Nouvelle petite conversation entre collègues consultants : chacun dans son domaine est confronté à des demandes très précises de nos clients. Parfois trop. Une véritable "vue de l'esprit". Dans les finances, montrer que cette activité n'est pas pilotée et qu'il convient de l'outiller de tableaux de bord pour in fine l'abandonner. Dans les ressources humaines, que tel dirigeant sous-performe et qu'il convient de le pousser vers la sortie, alors qu'il est à 6 mois de sa retraite. Dans la stratégie, que telle idée de diversification ou d'investissement est créatrice de valeur à court terme et planche de salut à moyen terme. Alors, avec notre éthique en bandoulière, nous menons notre mission et nous trouvons que non, définitivement non, telle n'est pas la "bonne" idée.
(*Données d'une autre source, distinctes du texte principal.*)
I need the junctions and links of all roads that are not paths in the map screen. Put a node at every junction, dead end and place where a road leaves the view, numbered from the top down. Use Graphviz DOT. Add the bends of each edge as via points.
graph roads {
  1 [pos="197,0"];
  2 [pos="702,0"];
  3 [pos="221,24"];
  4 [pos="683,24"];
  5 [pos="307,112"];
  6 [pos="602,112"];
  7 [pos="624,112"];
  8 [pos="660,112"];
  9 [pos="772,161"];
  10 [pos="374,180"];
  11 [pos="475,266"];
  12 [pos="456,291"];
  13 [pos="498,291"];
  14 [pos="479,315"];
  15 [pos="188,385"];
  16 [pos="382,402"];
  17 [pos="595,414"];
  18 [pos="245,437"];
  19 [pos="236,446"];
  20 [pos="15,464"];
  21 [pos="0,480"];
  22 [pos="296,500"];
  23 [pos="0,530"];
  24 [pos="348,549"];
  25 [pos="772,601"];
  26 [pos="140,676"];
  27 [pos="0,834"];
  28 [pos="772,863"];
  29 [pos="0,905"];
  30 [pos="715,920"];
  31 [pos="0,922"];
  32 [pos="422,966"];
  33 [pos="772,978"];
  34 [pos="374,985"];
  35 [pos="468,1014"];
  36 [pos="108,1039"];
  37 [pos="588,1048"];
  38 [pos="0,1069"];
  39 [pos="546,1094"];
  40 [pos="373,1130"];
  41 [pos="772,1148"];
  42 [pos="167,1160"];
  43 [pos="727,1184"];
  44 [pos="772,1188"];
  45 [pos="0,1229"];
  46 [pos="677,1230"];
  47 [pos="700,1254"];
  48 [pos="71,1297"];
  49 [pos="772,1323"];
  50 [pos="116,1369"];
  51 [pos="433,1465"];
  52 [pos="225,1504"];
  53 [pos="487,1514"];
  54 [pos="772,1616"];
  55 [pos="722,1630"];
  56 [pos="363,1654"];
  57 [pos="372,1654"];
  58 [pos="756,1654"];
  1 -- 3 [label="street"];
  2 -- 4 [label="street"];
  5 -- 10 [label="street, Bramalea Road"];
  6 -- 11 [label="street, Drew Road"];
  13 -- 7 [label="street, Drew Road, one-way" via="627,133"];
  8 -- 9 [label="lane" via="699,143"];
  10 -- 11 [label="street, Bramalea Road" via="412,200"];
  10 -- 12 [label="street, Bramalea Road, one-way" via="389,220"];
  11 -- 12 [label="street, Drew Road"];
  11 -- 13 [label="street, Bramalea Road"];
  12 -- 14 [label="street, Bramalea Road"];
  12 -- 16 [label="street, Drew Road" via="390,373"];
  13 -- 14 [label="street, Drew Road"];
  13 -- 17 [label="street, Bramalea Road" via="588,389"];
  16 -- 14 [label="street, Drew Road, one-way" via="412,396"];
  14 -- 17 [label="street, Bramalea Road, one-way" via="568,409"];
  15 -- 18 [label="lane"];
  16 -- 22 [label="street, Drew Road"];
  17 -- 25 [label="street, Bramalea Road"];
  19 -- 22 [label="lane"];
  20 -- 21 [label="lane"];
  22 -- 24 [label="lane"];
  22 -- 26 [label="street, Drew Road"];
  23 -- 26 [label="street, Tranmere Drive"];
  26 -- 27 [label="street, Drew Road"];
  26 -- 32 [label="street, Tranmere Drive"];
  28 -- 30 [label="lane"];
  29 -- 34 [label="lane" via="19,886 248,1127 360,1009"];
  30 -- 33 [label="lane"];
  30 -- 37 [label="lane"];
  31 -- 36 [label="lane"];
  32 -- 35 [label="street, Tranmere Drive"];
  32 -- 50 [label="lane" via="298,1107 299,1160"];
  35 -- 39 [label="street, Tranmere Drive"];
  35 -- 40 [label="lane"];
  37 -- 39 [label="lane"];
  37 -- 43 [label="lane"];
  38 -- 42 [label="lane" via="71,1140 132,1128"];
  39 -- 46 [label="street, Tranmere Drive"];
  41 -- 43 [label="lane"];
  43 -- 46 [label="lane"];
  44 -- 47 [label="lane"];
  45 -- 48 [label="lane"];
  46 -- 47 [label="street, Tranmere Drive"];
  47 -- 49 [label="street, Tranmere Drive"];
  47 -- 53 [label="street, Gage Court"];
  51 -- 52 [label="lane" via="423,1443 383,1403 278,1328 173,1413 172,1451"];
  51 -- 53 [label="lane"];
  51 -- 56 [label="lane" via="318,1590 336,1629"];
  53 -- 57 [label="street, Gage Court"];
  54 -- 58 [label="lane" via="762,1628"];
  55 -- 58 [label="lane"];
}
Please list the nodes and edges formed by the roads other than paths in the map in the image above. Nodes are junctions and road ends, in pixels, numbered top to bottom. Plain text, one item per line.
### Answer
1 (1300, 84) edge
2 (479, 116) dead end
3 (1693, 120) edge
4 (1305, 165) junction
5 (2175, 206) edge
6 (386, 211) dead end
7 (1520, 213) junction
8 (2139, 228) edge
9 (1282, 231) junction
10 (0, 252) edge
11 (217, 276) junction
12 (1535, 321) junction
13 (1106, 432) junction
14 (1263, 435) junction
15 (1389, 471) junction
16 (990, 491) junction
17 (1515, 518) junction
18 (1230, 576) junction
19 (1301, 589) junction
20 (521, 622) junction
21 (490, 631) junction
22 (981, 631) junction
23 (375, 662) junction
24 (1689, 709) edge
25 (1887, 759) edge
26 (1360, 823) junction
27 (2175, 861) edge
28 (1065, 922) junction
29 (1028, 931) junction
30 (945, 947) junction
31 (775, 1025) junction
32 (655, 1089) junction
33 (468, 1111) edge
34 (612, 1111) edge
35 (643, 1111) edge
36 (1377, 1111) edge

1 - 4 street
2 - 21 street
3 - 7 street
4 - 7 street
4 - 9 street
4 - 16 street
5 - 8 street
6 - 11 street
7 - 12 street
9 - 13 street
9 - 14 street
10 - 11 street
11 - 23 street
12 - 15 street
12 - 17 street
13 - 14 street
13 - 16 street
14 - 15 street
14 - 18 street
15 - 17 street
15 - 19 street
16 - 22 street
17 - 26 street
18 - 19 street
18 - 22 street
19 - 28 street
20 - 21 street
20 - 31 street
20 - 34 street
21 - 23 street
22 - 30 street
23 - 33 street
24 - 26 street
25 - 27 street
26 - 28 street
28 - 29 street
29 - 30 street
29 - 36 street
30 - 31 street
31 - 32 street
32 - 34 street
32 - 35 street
Au contraire, l'analyse rationnelle, les faits, la
réalité d'aujourd'hui et celle future que l'on peut tracer à coup de
tendances, de chiffres, de comparaisons (qui ne sont pas raison), nous
rendent à l'évidence : nous sommes devant une fausse bonne idée, une
réelle vue de l'esprit. Hélas pas Saint, mais effet de conceptualisation extrème, nourrie du
paradigme de faire partie de la caste dominante, volonté égotique
forcenée, respect du pouvoir, coalition politique pour soutenir l'idée
du boss ou absence de franchise dans l'énoncé des émotions-intuitions ? Dès lors deux hypothèses. La première : la situation est trop dure, imaginons un avenir plus rose sans tout remettre en cause, propageons notre vue de l'esprit, cela suffira. (Voilà l'autre péché très capital, la paresse).
Deuxième hypothèse : "De toute façon le consultant dira bien haut ce qu'on pense tout bas, il est payé pour ça..." Les vues de l'esprit, ennemies jurées du consultant. Sûr
qu'il serait tellement plus confortable d'aller dans le sens voulu par
le client : voulez-vous que je vous dise ce que vous voulez entendre ?
A ce prix, fort cher, l'épaisseur des moquettes augmente jusqu'à vous
filer un sentiment de roulis lorsque vous les foulez. La hauteur des
honoraires est, je l'ai remarquée, inversement proportionnelle à la
durabilité des recommandations. C'est, entre autres, pour cela qu'ici
"Consulting" s'appelle "Forever". Ca n'a rien de spirituel. C'est éventuellement rock'n'roll. Voire vaguement compétitif.